**Your goal:** Transcribe each record exactly, but omit pictures.

------------------------------------

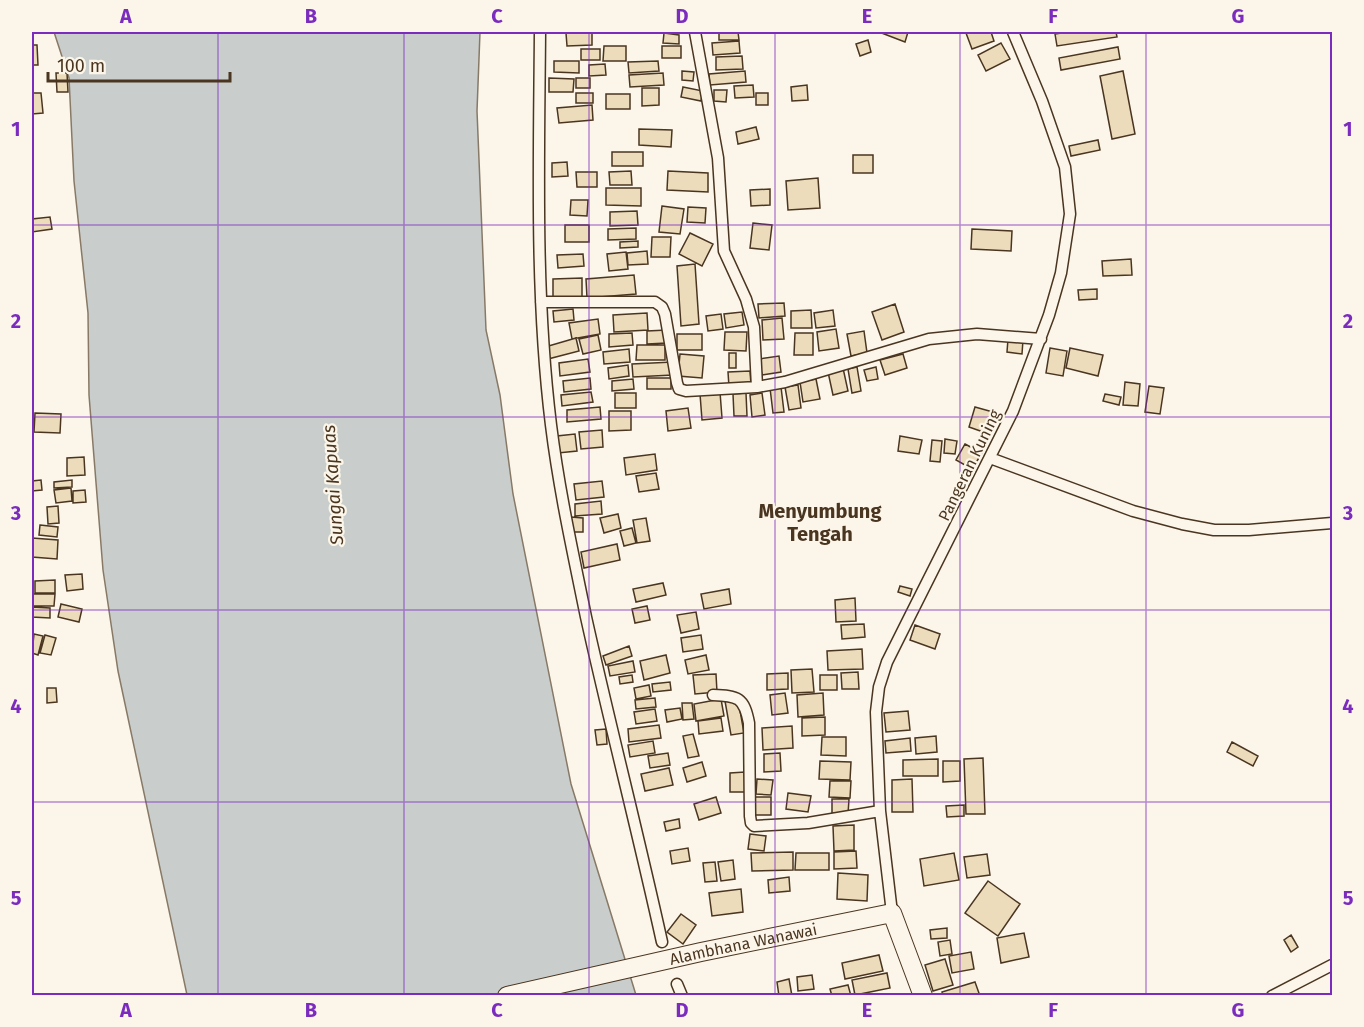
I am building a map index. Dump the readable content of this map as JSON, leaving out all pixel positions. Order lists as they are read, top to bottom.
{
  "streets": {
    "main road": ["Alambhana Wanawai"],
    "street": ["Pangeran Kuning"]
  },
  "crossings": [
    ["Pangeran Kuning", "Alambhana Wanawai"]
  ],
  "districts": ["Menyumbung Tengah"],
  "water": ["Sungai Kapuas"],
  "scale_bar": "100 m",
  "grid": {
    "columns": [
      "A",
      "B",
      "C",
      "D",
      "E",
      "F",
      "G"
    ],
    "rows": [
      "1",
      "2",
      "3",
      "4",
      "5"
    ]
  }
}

------------------------------------

**Answer section:**
I am building a map index. Dump the readable content of this map as JSON, leaving out all pixel positions. Order lists as they are read, top to bottom.
{
  "streets": {
    "main road": ["Alambhana Wanawai"],
    "street": ["Pangeran Kuning"]
  },
  "crossings": [
    ["Pangeran Kuning", "Alambhana Wanawai"]
  ],
  "districts": ["Menyumbung Tengah"],
  "water": ["Sungai Kapuas"],
  "scale_bar": "100 m",
  "grid": {
    "columns": [
      "A",
      "B",
      "C",
      "D",
      "E",
      "F",
      "G"
    ],
    "rows": [
      "1",
      "2",
      "3",
      "4",
      "5"
    ]
  }
}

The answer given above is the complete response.